According to the present invention, a plasma display panel includes: a partition wall formed between an upper substrate and a lower substrate; An address electrode formed on the lower substrate in parallel with the partition wall; A scan sustain electrode and a common sustain electrode that intersect the address electrode and face each other with a predetermined distance therebetween; The scan sustain electrode includes a first bus electrode intersecting the address electrode and a first transparent electrode having an inverted trapezoidal shape that becomes wider from the first bus electrode toward the common sustain electrode.

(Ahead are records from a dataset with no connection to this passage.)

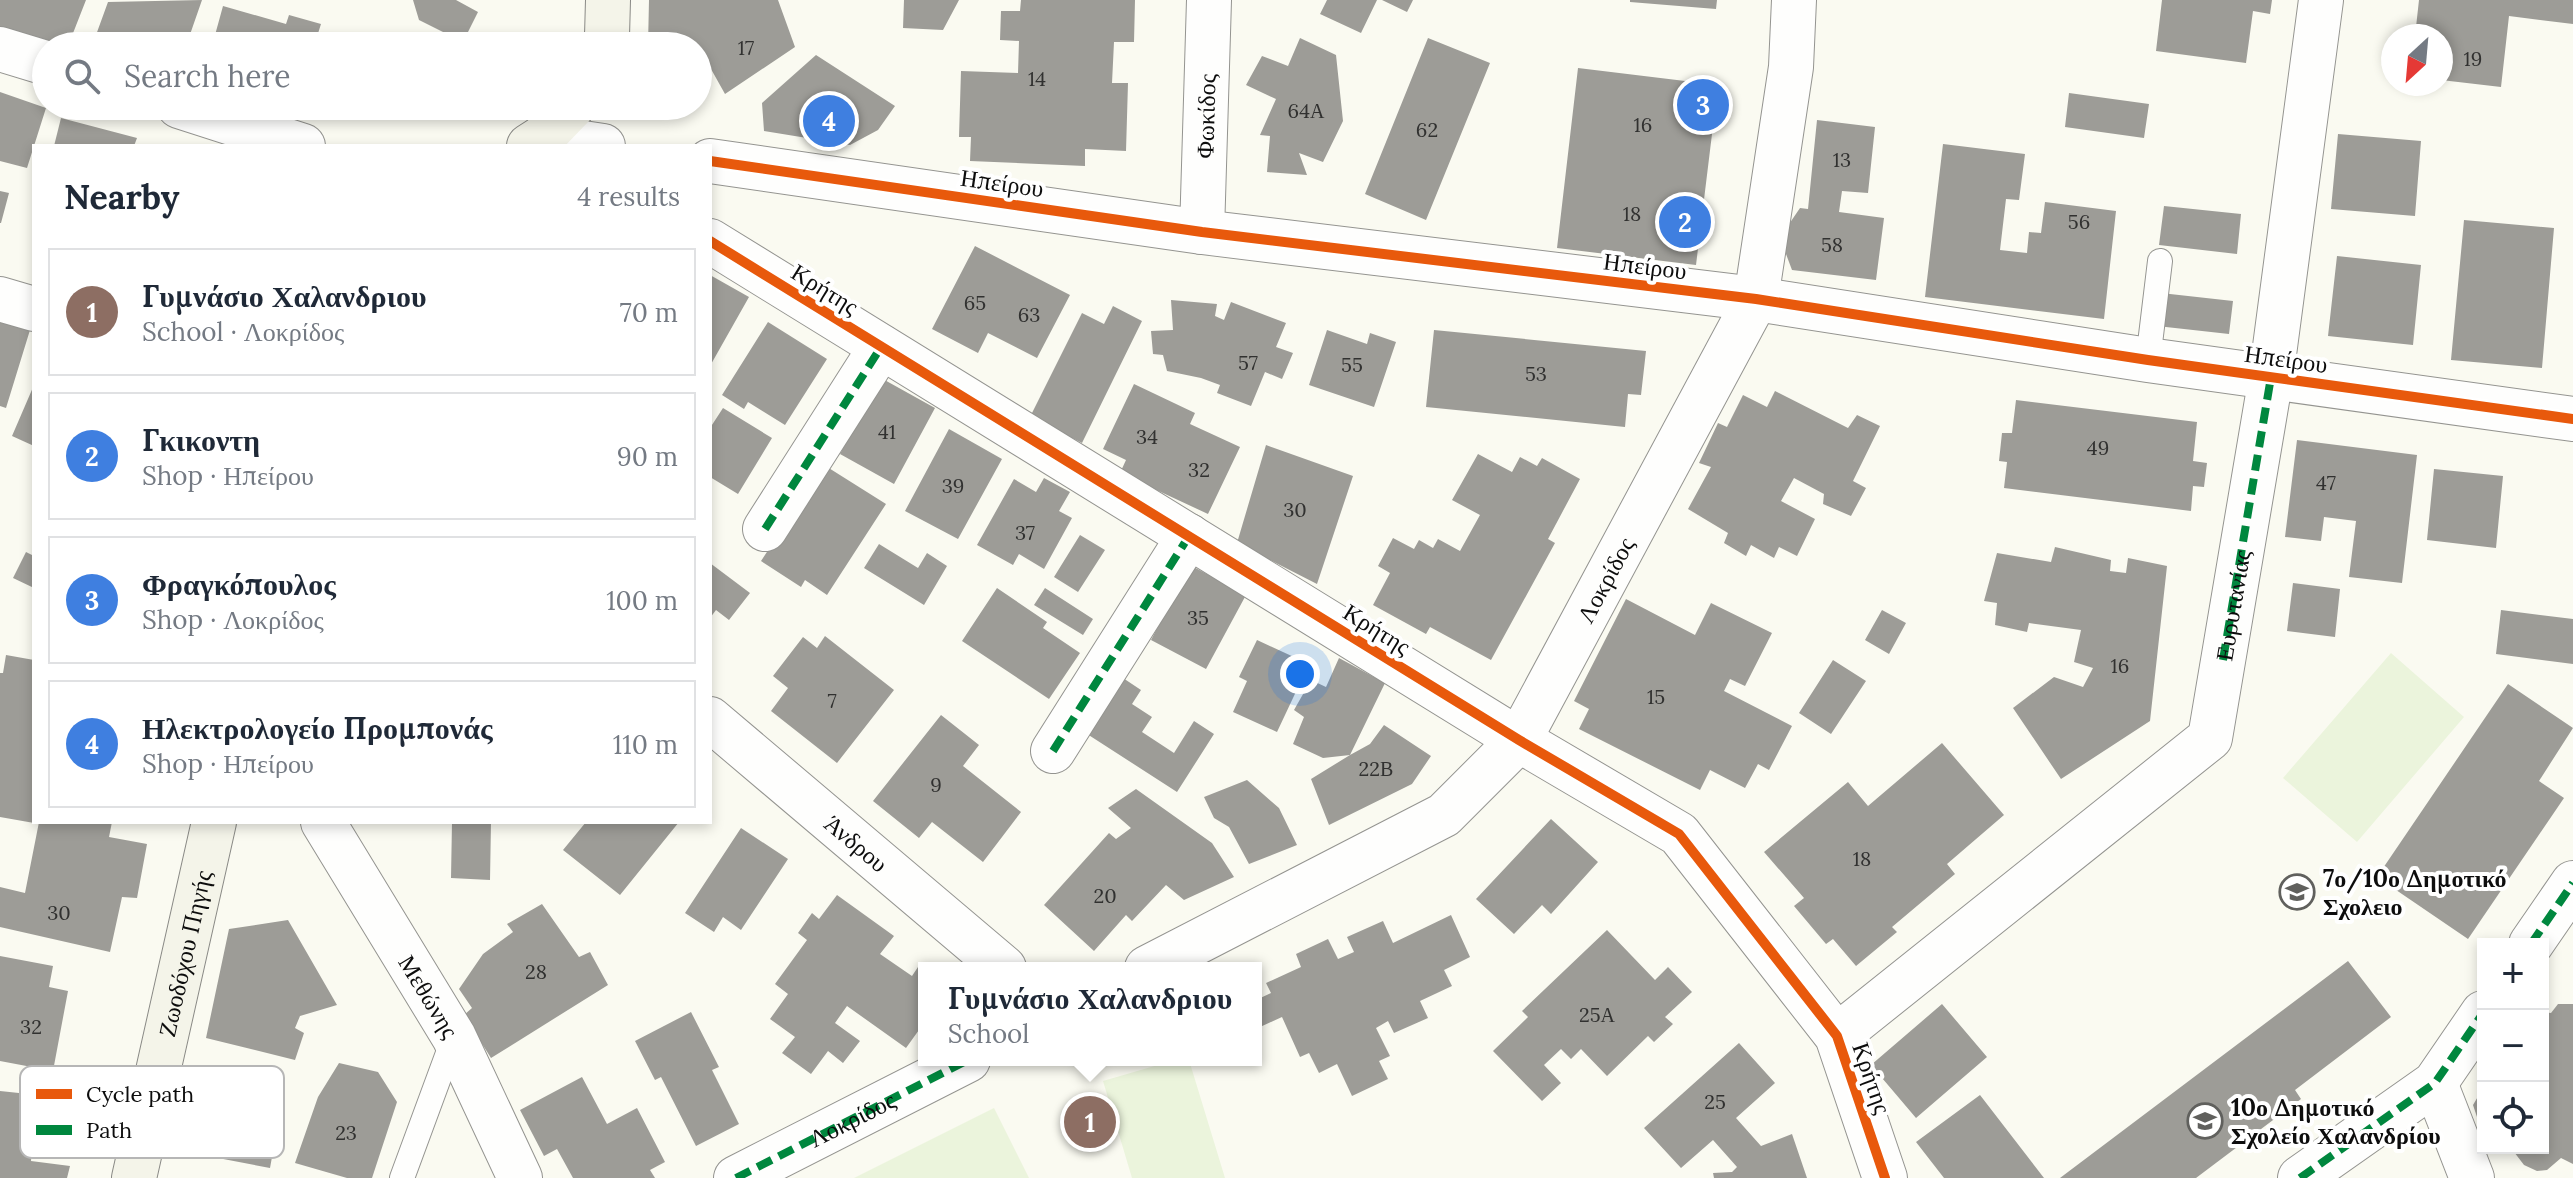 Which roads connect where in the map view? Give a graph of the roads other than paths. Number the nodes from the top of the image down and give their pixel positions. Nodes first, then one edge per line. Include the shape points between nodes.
1 (608, 0) edge
2 (1209, 0) edge
3 (1794, 0) edge
4 (2321, 0) edge
5 (607, 32) edge
6 (0, 49) edge
7 (32, 59) edge
8 (222, 120) edge
9 (562, 120) edge
10 (543, 143) edge
11 (297, 144) edge
12 (563, 144) edge
13 (712, 161) edge
14 (1202, 232) junction
15 (712, 242) edge
16 (2160, 261) dead end
17 (0, 299) edge
18 (1756, 299) junction
19 (32, 308) edge
20 (881, 347) junction
21 (2148, 360) junction
22 (2271, 377) junction
23 (2573, 419) edge
24 (765, 529) dead end
25 (1189, 536) junction
26 (712, 721) edge
27 (1519, 740) junction
28 (1053, 751) dead end
29 (214, 824) edge
30 (324, 824) edge
31 (2573, 883) edge
32 (2535, 938) edge
33 (997, 962) edge
34 (1159, 962) edge
35 (2477, 1022) edge
36 (1837, 1036) junction
37 (454, 1037) junction
38 (159, 1066) edge
39 (956, 1066) edge
40 (2435, 1083) junction
41 (138, 1158) edge
42 (134, 1178) edge
43 (402, 1178) edge
44 (520, 1178) edge
45 (736, 1178) edge
46 (1885, 1178) edge
47 (2300, 1178) edge
48 (2472, 1178) edge

1 - 5 street
2 - 14 street, Φωκίδος
3 - 18 street, Λοκρίδος via 1791,67
4 - 22 street, Ευρυτανίας
6 - 7 street
8 - 11 street
9 - 10 street
10 - 12 street
13 - 14 street, Ηπείρου
14 - 18 street, Ηπείρου
15 - 20 street, Κρήτης
16 - 21 lane
17 - 19 street
18 - 21 street, Ηπείρου
18 - 27 street, Λοκρίδος
20 - 24 street
20 - 25 street, Κρήτης
21 - 22 street, Ηπείρου
22 - 23 street, Ηπείρου
22 - 36 street, Ευρυτανίας via 2210,738
25 - 27 street, Κρήτης
25 - 28 street
26 - 33 street, Άνδρου
27 - 34 street, Λοκρίδος via 1444,815
27 - 36 street, Κρήτης via 1679,834
29 - 38 street, Ζωοδόχου Πηγής
30 - 37 street, Μεθώνης
31 - 32 street
35 - 40 street
36 - 46 street, Κρήτης
37 - 43 lane
37 - 44 street, Μεθώνης
39 - 45 street, Λοκρίδος
40 - 47 street
40 - 48 street
41 - 42 street, Ζωοδόχου Πηγής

And a second bus electrode intersecting the address electrode, and a trapezoidal second transparent electrode having at least one of a length and a width of the second bus electrode toward the scan sustain electrode.

Description

Plasma Display Panel

The present invention relates to a plasma display panel, and more particularly, to a plasma display panel capable of increasing discharge efficiency.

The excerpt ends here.